__Exercise description__
Among the records that follow, count the lines with the string "formed"; report only that count.
__________
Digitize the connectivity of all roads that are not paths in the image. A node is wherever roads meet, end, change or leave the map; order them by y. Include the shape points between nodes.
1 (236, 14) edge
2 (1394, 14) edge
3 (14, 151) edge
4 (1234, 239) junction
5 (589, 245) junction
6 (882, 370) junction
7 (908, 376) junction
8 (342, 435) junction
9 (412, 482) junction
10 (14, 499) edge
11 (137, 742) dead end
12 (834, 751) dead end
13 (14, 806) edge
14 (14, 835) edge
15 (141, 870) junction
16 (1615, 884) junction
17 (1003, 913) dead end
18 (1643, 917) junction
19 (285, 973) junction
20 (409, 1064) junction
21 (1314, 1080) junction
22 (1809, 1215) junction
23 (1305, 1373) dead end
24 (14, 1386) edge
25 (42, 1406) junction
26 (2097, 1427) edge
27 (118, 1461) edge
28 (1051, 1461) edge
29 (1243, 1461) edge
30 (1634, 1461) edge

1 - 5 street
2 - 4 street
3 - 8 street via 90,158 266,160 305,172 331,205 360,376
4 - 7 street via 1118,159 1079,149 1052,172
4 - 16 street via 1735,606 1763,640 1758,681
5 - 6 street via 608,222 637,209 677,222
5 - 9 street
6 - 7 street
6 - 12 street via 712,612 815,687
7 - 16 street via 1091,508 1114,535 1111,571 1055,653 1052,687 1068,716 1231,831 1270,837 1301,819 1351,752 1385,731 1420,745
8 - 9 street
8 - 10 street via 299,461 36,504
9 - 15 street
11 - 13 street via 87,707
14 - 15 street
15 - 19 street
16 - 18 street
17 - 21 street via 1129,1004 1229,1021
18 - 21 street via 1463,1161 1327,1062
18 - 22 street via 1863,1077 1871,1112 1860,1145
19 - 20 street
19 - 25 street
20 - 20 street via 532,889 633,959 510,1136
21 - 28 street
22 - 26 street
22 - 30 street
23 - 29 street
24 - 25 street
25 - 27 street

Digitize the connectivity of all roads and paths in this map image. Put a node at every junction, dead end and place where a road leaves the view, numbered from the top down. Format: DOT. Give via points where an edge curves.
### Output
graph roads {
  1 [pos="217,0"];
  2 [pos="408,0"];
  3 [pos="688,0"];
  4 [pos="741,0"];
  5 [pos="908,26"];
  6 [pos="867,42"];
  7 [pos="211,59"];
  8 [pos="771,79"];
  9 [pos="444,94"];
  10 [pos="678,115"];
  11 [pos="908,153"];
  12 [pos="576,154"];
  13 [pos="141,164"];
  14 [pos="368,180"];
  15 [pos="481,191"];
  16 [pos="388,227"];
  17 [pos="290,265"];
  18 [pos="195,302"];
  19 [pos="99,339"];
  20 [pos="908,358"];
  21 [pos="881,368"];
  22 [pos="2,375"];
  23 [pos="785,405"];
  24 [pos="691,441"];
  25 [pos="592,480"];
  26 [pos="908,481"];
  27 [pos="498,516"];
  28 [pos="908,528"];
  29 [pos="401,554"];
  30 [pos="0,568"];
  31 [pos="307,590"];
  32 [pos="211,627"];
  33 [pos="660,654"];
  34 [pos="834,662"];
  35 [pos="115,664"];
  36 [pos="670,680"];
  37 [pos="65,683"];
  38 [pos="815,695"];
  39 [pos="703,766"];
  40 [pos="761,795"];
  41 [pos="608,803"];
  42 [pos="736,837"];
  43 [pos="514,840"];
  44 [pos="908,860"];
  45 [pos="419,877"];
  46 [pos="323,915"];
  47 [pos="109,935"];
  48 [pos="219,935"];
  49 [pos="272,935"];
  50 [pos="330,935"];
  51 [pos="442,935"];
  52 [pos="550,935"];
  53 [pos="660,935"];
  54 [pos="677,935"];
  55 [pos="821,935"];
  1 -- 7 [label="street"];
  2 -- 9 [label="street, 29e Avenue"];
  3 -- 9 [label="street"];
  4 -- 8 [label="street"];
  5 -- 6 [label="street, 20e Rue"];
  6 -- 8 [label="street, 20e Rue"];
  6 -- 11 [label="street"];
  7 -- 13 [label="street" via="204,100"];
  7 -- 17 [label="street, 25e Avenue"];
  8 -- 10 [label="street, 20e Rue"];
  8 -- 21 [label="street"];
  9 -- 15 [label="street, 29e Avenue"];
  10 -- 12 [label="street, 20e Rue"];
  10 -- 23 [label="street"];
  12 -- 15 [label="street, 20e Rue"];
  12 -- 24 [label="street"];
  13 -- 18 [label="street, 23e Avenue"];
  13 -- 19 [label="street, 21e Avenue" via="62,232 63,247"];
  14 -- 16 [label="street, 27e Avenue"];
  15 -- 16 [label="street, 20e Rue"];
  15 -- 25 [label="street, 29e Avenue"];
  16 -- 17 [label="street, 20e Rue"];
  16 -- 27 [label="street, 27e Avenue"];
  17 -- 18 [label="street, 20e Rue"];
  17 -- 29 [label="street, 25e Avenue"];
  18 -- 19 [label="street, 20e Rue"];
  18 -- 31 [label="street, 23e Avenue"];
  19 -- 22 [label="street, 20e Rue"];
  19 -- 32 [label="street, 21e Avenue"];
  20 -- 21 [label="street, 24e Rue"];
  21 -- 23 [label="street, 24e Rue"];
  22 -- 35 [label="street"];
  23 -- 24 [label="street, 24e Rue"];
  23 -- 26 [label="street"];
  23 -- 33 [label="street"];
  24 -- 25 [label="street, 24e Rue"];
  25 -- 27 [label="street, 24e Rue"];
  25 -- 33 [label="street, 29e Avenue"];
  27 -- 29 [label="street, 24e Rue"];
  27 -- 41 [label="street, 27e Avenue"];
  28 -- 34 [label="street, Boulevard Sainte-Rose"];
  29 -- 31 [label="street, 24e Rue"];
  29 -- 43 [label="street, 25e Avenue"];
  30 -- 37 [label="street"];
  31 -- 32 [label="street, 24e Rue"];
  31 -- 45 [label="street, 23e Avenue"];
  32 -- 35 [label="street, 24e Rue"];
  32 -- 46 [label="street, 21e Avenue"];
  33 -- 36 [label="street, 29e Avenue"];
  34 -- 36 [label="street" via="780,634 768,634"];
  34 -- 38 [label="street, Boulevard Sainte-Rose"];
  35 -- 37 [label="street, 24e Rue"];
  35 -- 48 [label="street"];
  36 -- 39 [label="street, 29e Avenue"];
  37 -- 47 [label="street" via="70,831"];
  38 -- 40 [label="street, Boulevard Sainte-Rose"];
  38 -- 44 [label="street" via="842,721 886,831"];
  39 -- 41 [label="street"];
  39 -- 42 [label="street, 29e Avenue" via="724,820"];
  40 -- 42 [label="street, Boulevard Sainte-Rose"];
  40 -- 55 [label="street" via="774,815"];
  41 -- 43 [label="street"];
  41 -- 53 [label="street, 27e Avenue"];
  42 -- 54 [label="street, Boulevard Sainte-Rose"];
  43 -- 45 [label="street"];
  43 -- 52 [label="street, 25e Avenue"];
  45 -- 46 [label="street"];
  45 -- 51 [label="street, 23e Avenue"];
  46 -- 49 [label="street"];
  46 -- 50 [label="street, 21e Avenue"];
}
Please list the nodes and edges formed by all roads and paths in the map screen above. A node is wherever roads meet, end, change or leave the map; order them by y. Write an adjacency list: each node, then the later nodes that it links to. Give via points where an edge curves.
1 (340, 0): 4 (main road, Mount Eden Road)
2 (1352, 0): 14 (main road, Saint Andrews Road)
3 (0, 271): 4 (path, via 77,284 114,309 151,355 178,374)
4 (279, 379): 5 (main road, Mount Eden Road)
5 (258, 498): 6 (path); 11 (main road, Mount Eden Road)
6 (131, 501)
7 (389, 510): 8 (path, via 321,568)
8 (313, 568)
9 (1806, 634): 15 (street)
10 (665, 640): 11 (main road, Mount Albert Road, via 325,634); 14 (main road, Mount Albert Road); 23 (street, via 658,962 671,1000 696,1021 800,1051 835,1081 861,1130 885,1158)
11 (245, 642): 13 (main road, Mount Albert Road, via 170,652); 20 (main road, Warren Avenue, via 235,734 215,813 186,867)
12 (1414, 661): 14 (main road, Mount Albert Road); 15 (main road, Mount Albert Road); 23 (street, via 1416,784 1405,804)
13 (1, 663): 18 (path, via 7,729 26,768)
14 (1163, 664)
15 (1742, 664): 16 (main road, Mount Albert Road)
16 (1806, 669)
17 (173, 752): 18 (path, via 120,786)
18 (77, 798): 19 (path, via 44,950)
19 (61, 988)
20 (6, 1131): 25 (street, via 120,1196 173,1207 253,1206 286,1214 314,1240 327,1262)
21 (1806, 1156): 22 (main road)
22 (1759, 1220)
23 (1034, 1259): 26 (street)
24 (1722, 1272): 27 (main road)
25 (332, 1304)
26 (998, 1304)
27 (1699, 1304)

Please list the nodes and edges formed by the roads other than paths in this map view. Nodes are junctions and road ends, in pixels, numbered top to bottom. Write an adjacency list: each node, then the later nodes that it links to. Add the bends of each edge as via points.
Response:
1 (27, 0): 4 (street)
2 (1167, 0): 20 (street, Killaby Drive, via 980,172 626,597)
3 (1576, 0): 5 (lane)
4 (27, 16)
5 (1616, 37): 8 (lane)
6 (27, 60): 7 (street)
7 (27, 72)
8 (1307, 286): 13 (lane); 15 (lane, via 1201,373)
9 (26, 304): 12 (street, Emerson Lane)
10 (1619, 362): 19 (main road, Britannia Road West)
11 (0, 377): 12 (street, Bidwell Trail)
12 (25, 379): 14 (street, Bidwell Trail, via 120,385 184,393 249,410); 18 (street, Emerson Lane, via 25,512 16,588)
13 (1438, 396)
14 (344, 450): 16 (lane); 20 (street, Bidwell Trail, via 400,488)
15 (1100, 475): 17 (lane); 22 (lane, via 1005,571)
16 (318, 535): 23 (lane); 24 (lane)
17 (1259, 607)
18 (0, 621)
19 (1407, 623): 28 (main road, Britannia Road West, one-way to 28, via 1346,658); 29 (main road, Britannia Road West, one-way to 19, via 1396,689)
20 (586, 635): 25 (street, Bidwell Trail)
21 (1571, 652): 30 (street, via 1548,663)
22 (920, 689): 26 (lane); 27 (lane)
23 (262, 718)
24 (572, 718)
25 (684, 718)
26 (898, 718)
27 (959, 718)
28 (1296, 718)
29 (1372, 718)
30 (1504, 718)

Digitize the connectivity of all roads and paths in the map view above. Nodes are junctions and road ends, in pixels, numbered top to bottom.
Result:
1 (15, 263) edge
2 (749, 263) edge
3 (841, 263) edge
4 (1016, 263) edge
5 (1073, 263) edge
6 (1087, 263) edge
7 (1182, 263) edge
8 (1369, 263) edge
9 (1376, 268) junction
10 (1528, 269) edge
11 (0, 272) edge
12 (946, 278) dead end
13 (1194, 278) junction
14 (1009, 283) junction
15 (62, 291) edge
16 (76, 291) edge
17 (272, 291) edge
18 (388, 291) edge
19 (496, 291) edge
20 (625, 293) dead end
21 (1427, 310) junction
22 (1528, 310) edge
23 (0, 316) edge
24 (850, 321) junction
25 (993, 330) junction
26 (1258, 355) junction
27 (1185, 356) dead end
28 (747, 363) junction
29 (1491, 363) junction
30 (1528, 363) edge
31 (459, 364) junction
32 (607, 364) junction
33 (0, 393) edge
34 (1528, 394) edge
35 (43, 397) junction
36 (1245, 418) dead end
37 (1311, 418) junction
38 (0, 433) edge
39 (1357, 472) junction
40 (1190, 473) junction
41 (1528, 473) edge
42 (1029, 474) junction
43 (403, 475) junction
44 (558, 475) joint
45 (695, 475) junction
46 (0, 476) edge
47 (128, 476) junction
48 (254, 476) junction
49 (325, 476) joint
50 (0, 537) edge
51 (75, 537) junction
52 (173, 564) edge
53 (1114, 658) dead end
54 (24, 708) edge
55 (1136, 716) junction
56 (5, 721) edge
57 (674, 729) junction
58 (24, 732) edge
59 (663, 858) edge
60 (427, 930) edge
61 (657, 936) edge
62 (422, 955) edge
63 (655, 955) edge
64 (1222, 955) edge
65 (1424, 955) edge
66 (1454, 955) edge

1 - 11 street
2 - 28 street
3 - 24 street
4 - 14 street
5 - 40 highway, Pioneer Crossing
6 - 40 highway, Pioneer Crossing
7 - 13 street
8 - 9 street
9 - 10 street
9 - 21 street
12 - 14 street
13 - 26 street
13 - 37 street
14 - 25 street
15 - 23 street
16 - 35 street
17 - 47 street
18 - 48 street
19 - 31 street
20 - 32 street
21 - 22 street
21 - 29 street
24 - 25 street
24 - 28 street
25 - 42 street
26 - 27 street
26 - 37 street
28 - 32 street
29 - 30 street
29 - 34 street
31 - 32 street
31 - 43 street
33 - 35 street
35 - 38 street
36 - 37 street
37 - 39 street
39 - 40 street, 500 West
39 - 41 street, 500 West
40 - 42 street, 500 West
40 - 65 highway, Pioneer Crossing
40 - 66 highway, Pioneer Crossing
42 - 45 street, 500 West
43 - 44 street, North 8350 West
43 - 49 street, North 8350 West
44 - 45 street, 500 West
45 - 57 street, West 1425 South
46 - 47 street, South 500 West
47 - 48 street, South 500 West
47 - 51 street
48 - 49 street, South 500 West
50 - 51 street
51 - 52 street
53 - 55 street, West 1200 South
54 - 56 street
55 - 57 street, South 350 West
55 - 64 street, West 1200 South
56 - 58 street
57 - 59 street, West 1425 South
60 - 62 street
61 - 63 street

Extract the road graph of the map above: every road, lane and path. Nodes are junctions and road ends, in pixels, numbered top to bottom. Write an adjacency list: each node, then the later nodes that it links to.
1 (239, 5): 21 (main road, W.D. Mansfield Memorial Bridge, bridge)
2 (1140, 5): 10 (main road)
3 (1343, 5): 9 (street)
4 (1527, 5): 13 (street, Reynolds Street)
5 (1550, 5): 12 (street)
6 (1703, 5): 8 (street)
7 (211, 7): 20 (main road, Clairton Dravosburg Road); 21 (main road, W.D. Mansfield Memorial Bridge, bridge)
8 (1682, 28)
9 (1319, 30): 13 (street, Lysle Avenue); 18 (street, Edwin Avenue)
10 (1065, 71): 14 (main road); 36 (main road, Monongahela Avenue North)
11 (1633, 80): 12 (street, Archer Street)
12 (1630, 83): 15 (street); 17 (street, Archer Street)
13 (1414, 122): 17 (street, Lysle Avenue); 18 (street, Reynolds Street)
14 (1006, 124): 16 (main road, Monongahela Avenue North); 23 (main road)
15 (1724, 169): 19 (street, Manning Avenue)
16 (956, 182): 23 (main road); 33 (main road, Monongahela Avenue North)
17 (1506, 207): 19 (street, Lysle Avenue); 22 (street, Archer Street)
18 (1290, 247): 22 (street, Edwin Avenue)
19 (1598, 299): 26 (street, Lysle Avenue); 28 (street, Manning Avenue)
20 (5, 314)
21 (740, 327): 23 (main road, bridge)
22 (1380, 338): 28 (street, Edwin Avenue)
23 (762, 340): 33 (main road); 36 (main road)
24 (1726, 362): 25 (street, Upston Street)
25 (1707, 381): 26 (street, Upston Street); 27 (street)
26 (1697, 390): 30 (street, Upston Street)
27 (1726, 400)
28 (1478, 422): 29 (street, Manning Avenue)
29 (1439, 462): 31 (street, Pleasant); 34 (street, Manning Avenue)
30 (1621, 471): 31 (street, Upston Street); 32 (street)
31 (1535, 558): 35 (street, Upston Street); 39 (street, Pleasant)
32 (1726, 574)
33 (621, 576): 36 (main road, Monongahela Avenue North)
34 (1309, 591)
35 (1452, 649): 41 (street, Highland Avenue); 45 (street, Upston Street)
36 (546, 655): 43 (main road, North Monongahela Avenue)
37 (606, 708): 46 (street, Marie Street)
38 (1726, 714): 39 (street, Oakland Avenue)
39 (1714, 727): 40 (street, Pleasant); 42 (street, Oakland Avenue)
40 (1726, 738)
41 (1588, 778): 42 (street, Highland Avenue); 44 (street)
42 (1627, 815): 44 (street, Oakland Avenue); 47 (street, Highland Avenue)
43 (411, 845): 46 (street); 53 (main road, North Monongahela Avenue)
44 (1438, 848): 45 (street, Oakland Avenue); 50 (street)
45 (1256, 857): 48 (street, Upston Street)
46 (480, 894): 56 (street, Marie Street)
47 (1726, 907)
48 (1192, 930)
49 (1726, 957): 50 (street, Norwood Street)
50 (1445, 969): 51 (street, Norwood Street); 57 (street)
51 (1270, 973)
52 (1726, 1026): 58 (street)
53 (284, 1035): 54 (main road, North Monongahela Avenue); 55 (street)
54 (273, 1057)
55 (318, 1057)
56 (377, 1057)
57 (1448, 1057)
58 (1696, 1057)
__________
__Your solution__
2